The output should match the data below line for line.

DATA FOR THE TASK:
┏━━

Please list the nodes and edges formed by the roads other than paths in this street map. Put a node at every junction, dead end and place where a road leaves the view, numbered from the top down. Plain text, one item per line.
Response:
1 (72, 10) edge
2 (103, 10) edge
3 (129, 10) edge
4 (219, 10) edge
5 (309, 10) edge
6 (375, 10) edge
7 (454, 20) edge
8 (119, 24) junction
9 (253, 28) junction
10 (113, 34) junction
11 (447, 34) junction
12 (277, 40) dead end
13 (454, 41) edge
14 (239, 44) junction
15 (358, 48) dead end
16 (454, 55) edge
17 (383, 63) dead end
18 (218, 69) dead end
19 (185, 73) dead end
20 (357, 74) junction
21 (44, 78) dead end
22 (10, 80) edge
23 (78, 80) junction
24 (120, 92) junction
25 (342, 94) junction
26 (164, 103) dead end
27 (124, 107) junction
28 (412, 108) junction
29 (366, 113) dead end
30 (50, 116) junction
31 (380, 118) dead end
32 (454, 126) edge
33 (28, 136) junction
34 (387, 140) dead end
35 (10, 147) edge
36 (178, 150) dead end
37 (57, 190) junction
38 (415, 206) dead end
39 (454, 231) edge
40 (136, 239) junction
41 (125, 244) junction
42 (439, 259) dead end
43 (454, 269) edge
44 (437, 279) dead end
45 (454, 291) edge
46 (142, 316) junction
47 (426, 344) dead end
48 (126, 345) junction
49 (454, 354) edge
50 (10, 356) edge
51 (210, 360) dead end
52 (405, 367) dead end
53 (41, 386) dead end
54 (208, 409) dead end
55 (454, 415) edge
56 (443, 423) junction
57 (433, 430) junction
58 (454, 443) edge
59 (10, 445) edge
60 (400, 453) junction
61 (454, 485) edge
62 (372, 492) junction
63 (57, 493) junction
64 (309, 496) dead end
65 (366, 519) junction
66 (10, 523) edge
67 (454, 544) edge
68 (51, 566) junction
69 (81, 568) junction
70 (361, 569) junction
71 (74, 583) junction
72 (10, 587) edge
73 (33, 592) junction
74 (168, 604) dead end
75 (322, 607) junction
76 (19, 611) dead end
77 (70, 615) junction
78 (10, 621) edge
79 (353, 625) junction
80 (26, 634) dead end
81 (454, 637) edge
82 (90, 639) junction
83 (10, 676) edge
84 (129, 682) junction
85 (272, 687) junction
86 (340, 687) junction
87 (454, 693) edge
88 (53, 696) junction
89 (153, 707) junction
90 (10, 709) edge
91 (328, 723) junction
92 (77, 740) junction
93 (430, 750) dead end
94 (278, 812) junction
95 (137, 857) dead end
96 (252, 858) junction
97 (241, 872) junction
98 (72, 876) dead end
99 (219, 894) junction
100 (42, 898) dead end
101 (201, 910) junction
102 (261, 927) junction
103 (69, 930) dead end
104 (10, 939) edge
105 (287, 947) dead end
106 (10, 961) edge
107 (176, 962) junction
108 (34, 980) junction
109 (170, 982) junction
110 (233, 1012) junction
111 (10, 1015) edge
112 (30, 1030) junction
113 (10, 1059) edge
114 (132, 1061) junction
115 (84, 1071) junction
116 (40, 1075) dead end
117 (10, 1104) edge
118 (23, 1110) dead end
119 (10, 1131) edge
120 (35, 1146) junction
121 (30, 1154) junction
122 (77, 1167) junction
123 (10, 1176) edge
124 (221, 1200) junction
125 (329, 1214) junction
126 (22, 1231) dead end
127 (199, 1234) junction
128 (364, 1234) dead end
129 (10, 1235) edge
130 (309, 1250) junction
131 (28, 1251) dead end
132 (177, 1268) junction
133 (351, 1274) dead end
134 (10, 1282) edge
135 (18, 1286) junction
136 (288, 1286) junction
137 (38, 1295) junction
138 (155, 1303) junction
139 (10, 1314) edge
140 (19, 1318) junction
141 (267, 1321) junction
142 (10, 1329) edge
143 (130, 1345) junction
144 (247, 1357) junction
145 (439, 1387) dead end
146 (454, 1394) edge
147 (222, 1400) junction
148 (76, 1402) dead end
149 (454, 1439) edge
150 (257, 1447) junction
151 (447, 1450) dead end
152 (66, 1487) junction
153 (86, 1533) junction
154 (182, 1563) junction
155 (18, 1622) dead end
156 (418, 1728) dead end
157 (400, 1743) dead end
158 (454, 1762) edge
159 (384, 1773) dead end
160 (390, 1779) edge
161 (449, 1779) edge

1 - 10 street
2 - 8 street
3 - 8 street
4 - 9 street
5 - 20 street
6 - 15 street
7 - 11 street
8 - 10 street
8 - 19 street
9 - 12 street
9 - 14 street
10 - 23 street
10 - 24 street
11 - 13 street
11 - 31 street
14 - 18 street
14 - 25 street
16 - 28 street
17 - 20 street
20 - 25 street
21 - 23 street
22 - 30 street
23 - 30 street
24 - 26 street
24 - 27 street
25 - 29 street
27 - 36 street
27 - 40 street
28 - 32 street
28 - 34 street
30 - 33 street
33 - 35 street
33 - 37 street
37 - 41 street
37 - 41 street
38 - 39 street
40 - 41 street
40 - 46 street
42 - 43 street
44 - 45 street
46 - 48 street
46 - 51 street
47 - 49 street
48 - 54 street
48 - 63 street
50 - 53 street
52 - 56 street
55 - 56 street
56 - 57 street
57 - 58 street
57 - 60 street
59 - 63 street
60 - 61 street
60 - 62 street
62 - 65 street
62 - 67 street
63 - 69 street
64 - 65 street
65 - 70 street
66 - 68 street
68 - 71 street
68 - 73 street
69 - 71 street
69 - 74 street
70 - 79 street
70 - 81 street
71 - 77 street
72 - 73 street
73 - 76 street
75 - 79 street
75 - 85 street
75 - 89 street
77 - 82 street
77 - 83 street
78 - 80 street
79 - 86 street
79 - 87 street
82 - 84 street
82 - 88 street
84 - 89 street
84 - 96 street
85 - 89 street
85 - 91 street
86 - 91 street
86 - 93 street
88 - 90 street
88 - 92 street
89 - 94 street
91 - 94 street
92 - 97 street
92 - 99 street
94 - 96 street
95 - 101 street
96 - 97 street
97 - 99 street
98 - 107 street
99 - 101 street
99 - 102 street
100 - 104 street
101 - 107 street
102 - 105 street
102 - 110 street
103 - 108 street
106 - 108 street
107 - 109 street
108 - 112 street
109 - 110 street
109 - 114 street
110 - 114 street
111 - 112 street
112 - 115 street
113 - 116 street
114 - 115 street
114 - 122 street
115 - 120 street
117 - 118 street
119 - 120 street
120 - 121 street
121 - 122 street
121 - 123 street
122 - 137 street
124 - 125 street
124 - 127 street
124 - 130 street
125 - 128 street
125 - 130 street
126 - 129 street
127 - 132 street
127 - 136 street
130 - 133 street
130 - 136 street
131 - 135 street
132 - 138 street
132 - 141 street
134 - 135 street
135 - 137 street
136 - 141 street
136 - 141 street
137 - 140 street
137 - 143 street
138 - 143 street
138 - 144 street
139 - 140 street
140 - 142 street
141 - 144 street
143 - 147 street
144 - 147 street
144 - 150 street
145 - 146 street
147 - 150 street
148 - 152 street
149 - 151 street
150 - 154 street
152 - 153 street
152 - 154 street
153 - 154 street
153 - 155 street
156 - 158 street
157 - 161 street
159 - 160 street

┗━━

YOUR RESPONSE:
Please list the nodes and edges formed by the roads other than paths in this street map. Put a node at every junction, dead end and place where a road leaves the view, numbered from the top down. Plain text, one item per line.
Response:
1 (72, 10) edge
2 (103, 10) edge
3 (129, 10) edge
4 (219, 10) edge
5 (309, 10) edge
6 (375, 10) edge
7 (454, 20) edge
8 (119, 24) junction
9 (253, 28) junction
10 (113, 34) junction
11 (447, 34) junction
12 (277, 40) dead end
13 (454, 41) edge
14 (239, 44) junction
15 (358, 48) dead end
16 (454, 55) edge
17 (383, 63) dead end
18 (218, 69) dead end
19 (185, 73) dead end
20 (357, 74) junction
21 (44, 78) dead end
22 (10, 80) edge
23 (78, 80) junction
24 (120, 92) junction
25 (342, 94) junction
26 (164, 103) dead end
27 (124, 107) junction
28 (412, 108) junction
29 (366, 113) dead end
30 (50, 116) junction
31 (380, 118) dead end
32 (454, 126) edge
33 (28, 136) junction
34 (387, 140) dead end
35 (10, 147) edge
36 (178, 150) dead end
37 (57, 190) junction
38 (415, 206) dead end
39 (454, 231) edge
40 (136, 239) junction
41 (125, 244) junction
42 (439, 259) dead end
43 (454, 269) edge
44 (437, 279) dead end
45 (454, 291) edge
46 (142, 316) junction
47 (426, 344) dead end
48 (126, 345) junction
49 (454, 354) edge
50 (10, 356) edge
51 (210, 360) dead end
52 (405, 367) dead end
53 (41, 386) dead end
54 (208, 409) dead end
55 (454, 415) edge
56 (443, 423) junction
57 (433, 430) junction
58 (454, 443) edge
59 (10, 445) edge
60 (400, 453) junction
61 (454, 485) edge
62 (372, 492) junction
63 (57, 493) junction
64 (309, 496) dead end
65 (366, 519) junction
66 (10, 523) edge
67 (454, 544) edge
68 (51, 566) junction
69 (81, 568) junction
70 (361, 569) junction
71 (74, 583) junction
72 (10, 587) edge
73 (33, 592) junction
74 (168, 604) dead end
75 (322, 607) junction
76 (19, 611) dead end
77 (70, 615) junction
78 (10, 621) edge
79 (353, 625) junction
80 (26, 634) dead end
81 (454, 637) edge
82 (90, 639) junction
83 (10, 676) edge
84 (129, 682) junction
85 (272, 687) junction
86 (340, 687) junction
87 (454, 693) edge
88 (53, 696) junction
89 (153, 707) junction
90 (10, 709) edge
91 (328, 723) junction
92 (77, 740) junction
93 (430, 750) dead end
94 (278, 812) junction
95 (137, 857) dead end
96 (252, 858) junction
97 (241, 872) junction
98 (72, 876) dead end
99 (219, 894) junction
100 (42, 898) dead end
101 (201, 910) junction
102 (261, 927) junction
103 (69, 930) dead end
104 (10, 939) edge
105 (287, 947) dead end
106 (10, 961) edge
107 (176, 962) junction
108 (34, 980) junction
109 (170, 982) junction
110 (233, 1012) junction
111 (10, 1015) edge
112 (30, 1030) junction
113 (10, 1059) edge
114 (132, 1061) junction
115 (84, 1071) junction
116 (40, 1075) dead end
117 (10, 1104) edge
118 (23, 1110) dead end
119 (10, 1131) edge
120 (35, 1146) junction
121 (30, 1154) junction
122 (77, 1167) junction
123 (10, 1176) edge
124 (221, 1200) junction
125 (329, 1214) junction
126 (22, 1231) dead end
127 (199, 1234) junction
128 (364, 1234) dead end
129 (10, 1235) edge
130 (309, 1250) junction
131 (28, 1251) dead end
132 (177, 1268) junction
133 (351, 1274) dead end
134 (10, 1282) edge
135 (18, 1286) junction
136 (288, 1286) junction
137 (38, 1295) junction
138 (155, 1303) junction
139 (10, 1314) edge
140 (19, 1318) junction
141 (267, 1321) junction
142 (10, 1329) edge
143 (130, 1345) junction
144 (247, 1357) junction
145 (439, 1387) dead end
146 (454, 1394) edge
147 (222, 1400) junction
148 (76, 1402) dead end
149 (454, 1439) edge
150 (257, 1447) junction
151 (447, 1450) dead end
152 (66, 1487) junction
153 (86, 1533) junction
154 (182, 1563) junction
155 (18, 1622) dead end
156 (418, 1728) dead end
157 (400, 1743) dead end
158 (454, 1762) edge
159 (384, 1773) dead end
160 (390, 1779) edge
161 (449, 1779) edge

1 - 10 street
2 - 8 street
3 - 8 street
4 - 9 street
5 - 20 street
6 - 15 street
7 - 11 street
8 - 10 street
8 - 19 street
9 - 12 street
9 - 14 street
10 - 23 street
10 - 24 street
11 - 13 street
11 - 31 street
14 - 18 street
14 - 25 street
16 - 28 street
17 - 20 street
20 - 25 street
21 - 23 street
22 - 30 street
23 - 30 street
24 - 26 street
24 - 27 street
25 - 29 street
27 - 36 street
27 - 40 street
28 - 32 street
28 - 34 street
30 - 33 street
33 - 35 street
33 - 37 street
37 - 41 street
37 - 41 street
38 - 39 street
40 - 41 street
40 - 46 street
42 - 43 street
44 - 45 street
46 - 48 street
46 - 51 street
47 - 49 street
48 - 54 street
48 - 63 street
50 - 53 street
52 - 56 street
55 - 56 street
56 - 57 street
57 - 58 street
57 - 60 street
59 - 63 street
60 - 61 street
60 - 62 street
62 - 65 street
62 - 67 street
63 - 69 street
64 - 65 street
65 - 70 street
66 - 68 street
68 - 71 street
68 - 73 street
69 - 71 street
69 - 74 street
70 - 79 street
70 - 81 street
71 - 77 street
72 - 73 street
73 - 76 street
75 - 79 street
75 - 85 street
75 - 89 street
77 - 82 street
77 - 83 street
78 - 80 street
79 - 86 street
79 - 87 street
82 - 84 street
82 - 88 street
84 - 89 street
84 - 96 street
85 - 89 street
85 - 91 street
86 - 91 street
86 - 93 street
88 - 90 street
88 - 92 street
89 - 94 street
91 - 94 street
92 - 97 street
92 - 99 street
94 - 96 street
95 - 101 street
96 - 97 street
97 - 99 street
98 - 107 street
99 - 101 street
99 - 102 street
100 - 104 street
101 - 107 street
102 - 105 street
102 - 110 street
103 - 108 street
106 - 108 street
107 - 109 street
108 - 112 street
109 - 110 street
109 - 114 street
110 - 114 street
111 - 112 street
112 - 115 street
113 - 116 street
114 - 115 street
114 - 122 street
115 - 120 street
117 - 118 street
119 - 120 street
120 - 121 street
121 - 122 street
121 - 123 street
122 - 137 street
124 - 125 street
124 - 127 street
124 - 130 street
125 - 128 street
125 - 130 street
126 - 129 street
127 - 132 street
127 - 136 street
130 - 133 street
130 - 136 street
131 - 135 street
132 - 138 street
132 - 141 street
134 - 135 street
135 - 137 street
136 - 141 street
136 - 141 street
137 - 140 street
137 - 143 street
138 - 143 street
138 - 144 street
139 - 140 street
140 - 142 street
141 - 144 street
143 - 147 street
144 - 147 street
144 - 150 street
145 - 146 street
147 - 150 street
148 - 152 street
149 - 151 street
150 - 154 street
152 - 153 street
152 - 154 street
153 - 154 street
153 - 155 street
156 - 158 street
157 - 161 street
159 - 160 street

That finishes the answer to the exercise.